The sun rises over the ruins, and deep in the bowl of the Pompeii amphitheater Les Stroud is making a hang-glider out of guitar strings and torn snare skins. As Les climbs from the ruins and sails out over the Gulf of Naples the amphitheater bursts into a thousand doves and seagulls, spiraling out to fill the sky.
This is the kind of imagery inspired by Mike Radice’s new album Revive, and the intensity of this curious instrumental concept album does not fade. The concept of Revive is that the Earth moves through a perpetual cycle of evolution, downfall, destruction, and revival. Utilizing production that combines countless analog and digital sources in a nearly 3D sonic landscape, Radice delivers on his ideas.

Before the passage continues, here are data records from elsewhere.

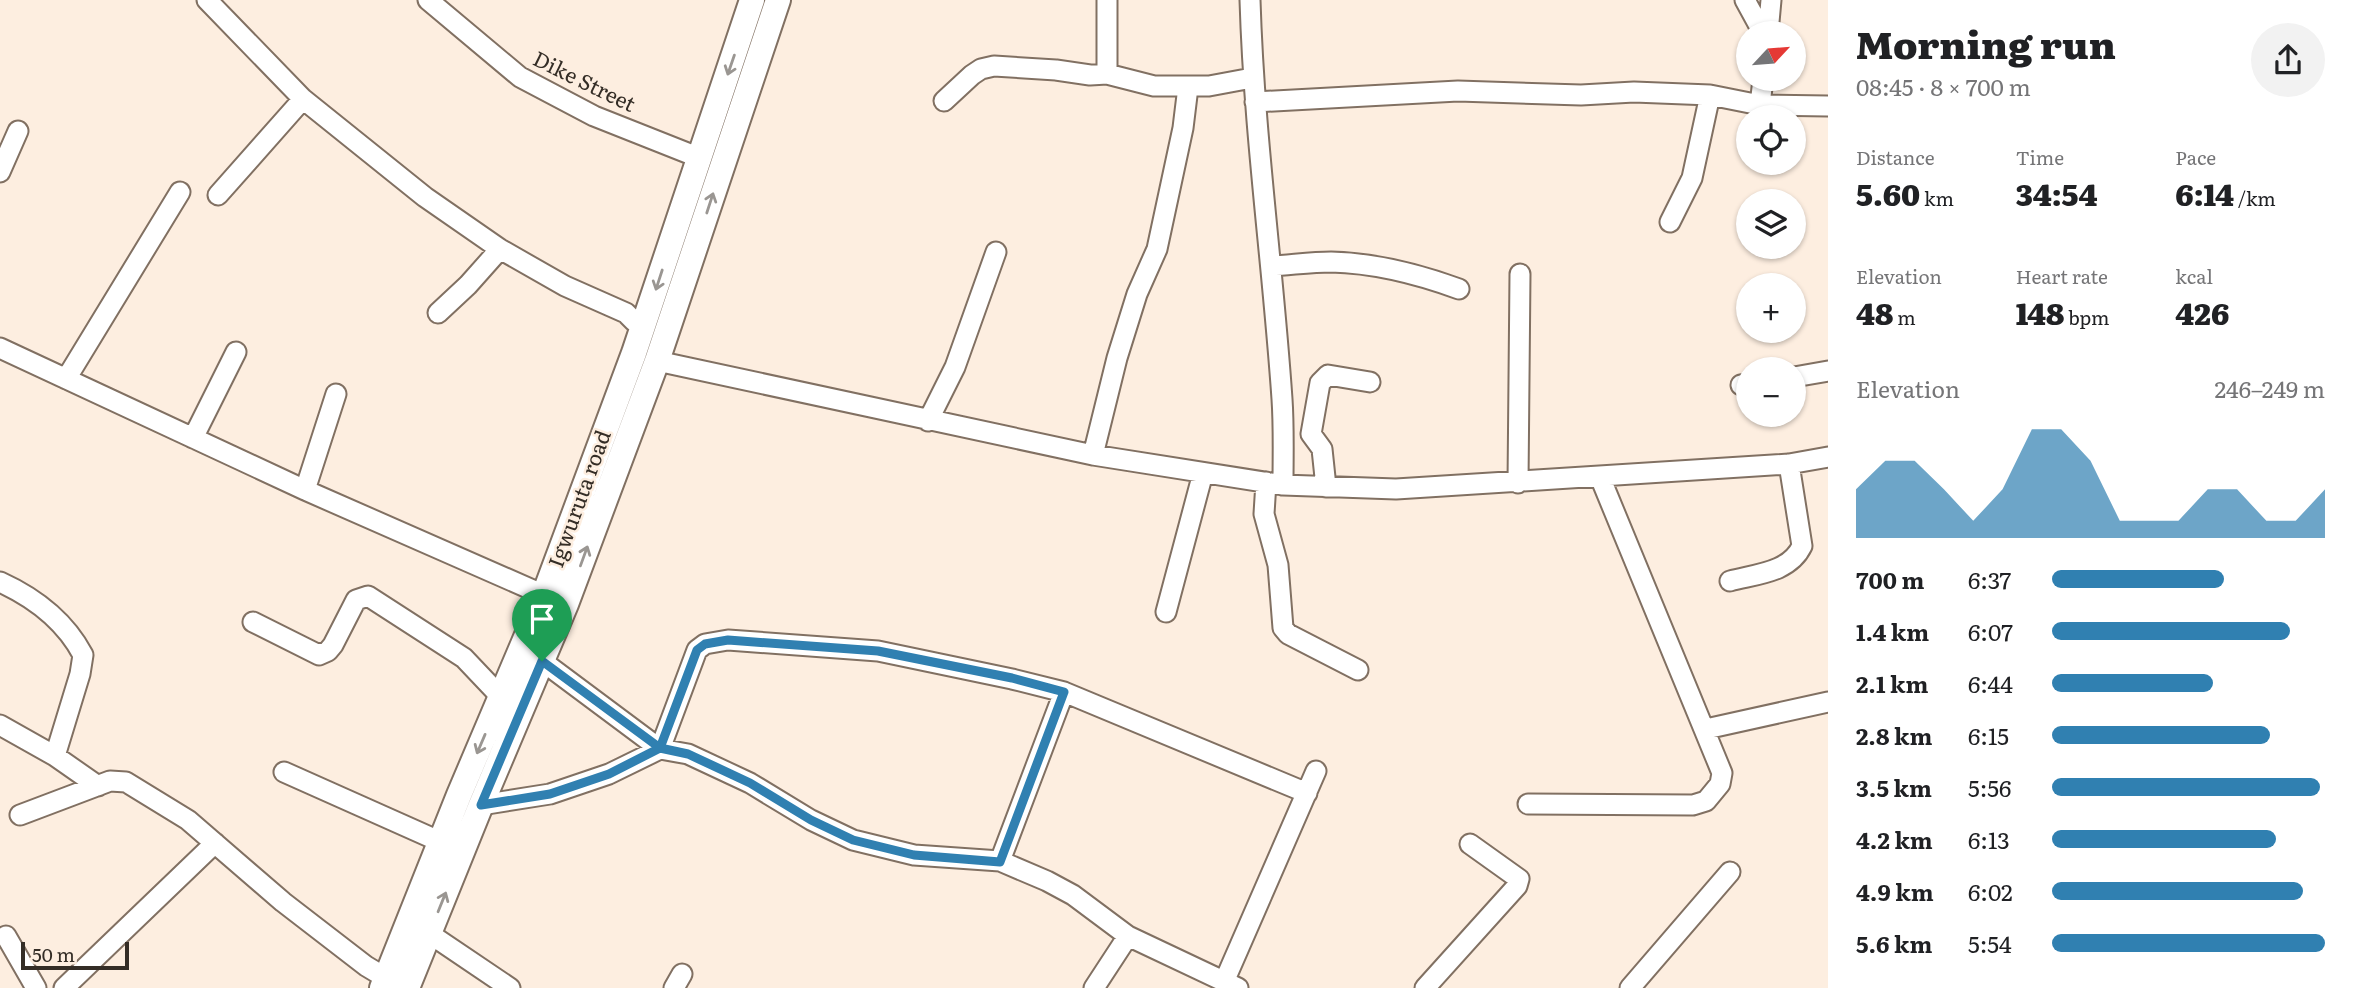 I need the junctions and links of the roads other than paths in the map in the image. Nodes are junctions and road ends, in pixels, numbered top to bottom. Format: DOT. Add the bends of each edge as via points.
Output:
graph roads {
  1 [pos="207,0"];
  2 [pos="428,0"];
  3 [pos="752,0"];
  4 [pos="778,0"];
  5 [pos="1107,0"];
  6 [pos="1250,0"];
  7 [pos="1745,0"];
  8 [pos="1771,0"];
  9 [pos="1758,21"];
  10 [pos="1768,21"];
  11 [pos="1107,74"];
  12 [pos="1252,78"];
  13 [pos="1188,87"];
  14 [pos="1762,91"];
  15 [pos="1710,95"];
  16 [pos="303,99"];
  17 [pos="944,101"];
  18 [pos="1255,102"];
  19 [pos="1760,105"];
  20 [pos="1806,106"];
  21 [pos="1828,106"];
  22 [pos="18,131"];
  23 [pos="700,158"];
  24 [pos="0,172"];
  25 [pos="180,191"];
  26 [pos="218,195"];
  27 [pos="1670,222"];
  28 [pos="500,249"];
  29 [pos="996,252"];
  30 [pos="1271,266"];
  31 [pos="1520,274"];
  32 [pos="1458,289"];
  33 [pos="438,313"];
  34 [pos="644,325"];
  35 [pos="0,348"];
  36 [pos="236,352"];
  37 [pos="657,361"];
  38 [pos="1828,371"];
  39 [pos="1806,375"];
  40 [pos="66,379"];
  41 [pos="1370,382"];
  42 [pos="336,394"];
  43 [pos="928,421"];
  44 [pos="193,438"];
  45 [pos="1093,455"];
  46 [pos="1828,457"];
  47 [pos="1789,464"];
  48 [pos="1203,473"];
  49 [pos="1600,477"];
  50 [pos="1275,483"];
  51 [pos="1518,483"];
  52 [pos="1326,486"];
  53 [pos="305,490"];
  54 [pos="1730,580"];
  55 [pos="0,582"];
  56 [pos="544,595"];
  57 [pos="1166,612"];
  58 [pos="253,622"];
  59 [pos="542,661"];
  60 [pos="1358,670"];
  61 [pos="1064,692"];
  62 [pos="501,697"];
  63 [pos="1828,702"];
  64 [pos="0,725"];
  65 [pos="1706,729"];
  66 [pos="660,748"];
  67 [pos="55,756"];
  68 [pos="1316,771"];
  69 [pos="284,772"];
  70 [pos="98,786"];
  71 [pos="1307,793"];
  72 [pos="1528,804"];
  73 [pos="481,805"];
  74 [pos="20,815"];
  75 [pos="441,842"];
  76 [pos="215,843"];
  77 [pos="1469,844"];
  78 [pos="1000,862"];
  79 [pos="1730,872"];
  80 [pos="430,934"];
  81 [pos="6,936"];
  82 [pos="1128,936"];
  83 [pos="392,985"];
  84 [pos="1231,985"];
  85 [pos="36,988"];
  86 [pos="64,988"];
  87 [pos="510,988"];
  88 [pos="1094,988"];
  89 [pos="1425,988"];
  90 [pos="1630,988"];
  1 -- 16 [label="street"];
  2 -- 23 [label="street, Dike Street" via="520,77 594,116"];
  3 -- 23 [label="main road, Igwuruta road, one-way"];
  37 -- 4 [label="main road, Igwuruta road, one-way"];
  5 -- 11 [label="street"];
  6 -- 12 [label="street"];
  7 -- 9 [label="street"];
  8 -- 10 [label="street"];
  11 -- 13 [label="street" via="1154,86"];
  11 -- 17 [label="street" via="994,66 972,75"];
  12 -- 13 [label="street"];
  12 -- 18 [label="street"];
  13 -- 45 [label="street" via="1157,249 1117,358"];
  14 -- 19 [label="street"];
  15 -- 18 [label="street" via="1458,91"];
  15 -- 19 [label="street"];
  15 -- 27 [label="street" via="1692,178"];
  16 -- 26 [label="street"];
  16 -- 28 [label="street" via="425,197"];
  18 -- 30 [label="street"];
  20 -- 21 [label="street"];
  22 -- 24 [label="street"];
  23 -- 34 [label="main road, Igwuruta road, one-way"];
  25 -- 40 [label="street"];
  28 -- 33 [label="street"];
  28 -- 34 [label="street"];
  29 -- 43 [label="street" via="955,367"];
  30 -- 32 [label="street" via="1372,265 1422,275"];
  30 -- 50 [label="street" via="1282,402"];
  31 -- 51 [label="street"];
  34 -- 56 [label="main road, Igwuruta road"];
  35 -- 40 [label="street"];
  36 -- 44 [label="street"];
  37 -- 43 [label="street"];
  59 -- 37 [label="main road, Igwuruta road, one-way"];
  38 -- 39 [label="street"];
  40 -- 44 [label="street"];
  41 -- 52 [label="street" via="1328,375 1320,383 1311,433 1322,449"];
  42 -- 53 [label="street"];
  43 -- 45 [label="street"];
  44 -- 53 [label="street"];
  45 -- 48 [label="street"];
  46 -- 47 [label="street"];
  47 -- 49 [label="street"];
  47 -- 54 [label="street" via="1802,546 1796,559 1783,567"];
  48 -- 50 [label="street"];
  48 -- 57 [label="street"];
  49 -- 51 [label="street"];
  49 -- 65 [label="street"];
  50 -- 52 [label="street"];
  50 -- 60 [label="street" via="1264,514 1278,565 1283,628"];
  51 -- 52 [label="street" via="1396,489"];
  53 -- 56 [label="street"];
  55 -- 67 [label="street" via="54,615 83,655"];
  56 -- 62 [label="main road, Igwuruta road"];
  58 -- 62 [label="street" via="318,654 333,645 356,600 368,597 464,657"];
  59 -- 66 [label="street"];
  59 -- 73 [label="main road, Igwuruta road"];
  61 -- 66 [label="street" via="878,651 728,640 697,650"];
  61 -- 71 [label="street"];
  61 -- 78 [label="street"];
  62 -- 75 [label="main road, Igwuruta road, one-way"];
  63 -- 65 [label="street"];
  64 -- 67 [label="street"];
  65 -- 72 [label="street" via="1722,773 1720,784 1706,801 1681,807"];
  66 -- 73 [label="street" via="609,774 550,794"];
  66 -- 78 [label="street" via="713,765 853,840 914,855"];
  67 -- 70 [label="street"];
  68 -- 71 [label="street"];
  69 -- 75 [label="street"];
  70 -- 74 [label="street"];
  70 -- 76 [label="street" via="126,782 188,820"];
  71 -- 84 [label="street"];
  80 -- 73 [label="main road, Igwuruta road, one-way"];
  75 -- 83 [label="main road, Igwuruta road"];
  76 -- 83 [label="street" via="282,902"];
  76 -- 86 [label="street"];
  77 -- 89 [label="street" via="1513,873 1519,879 1517,886"];
  78 -- 82 [label="street" via="1073,895"];
  79 -- 90 [label="street"];
  80 -- 83 [label="main road, Igwuruta road"];
  80 -- 87 [label="street"];
  81 -- 85 [label="street"];
  82 -- 84 [label="street"];
  82 -- 88 [label="street"];
}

Although the album begins with the title track Revive — fittingly, as it is the beginning and the end of the cycle – the cycle itself begins with evolution, of the planet’s flora, fauna, and inevitably mankind. On Mammoth, Radice uses synths and shakers, counterpointed percussion, and the build of dark ambient undertones to cross millions of years of the planet’s life, from the relative peace of the ice ages through the dawn of mankind.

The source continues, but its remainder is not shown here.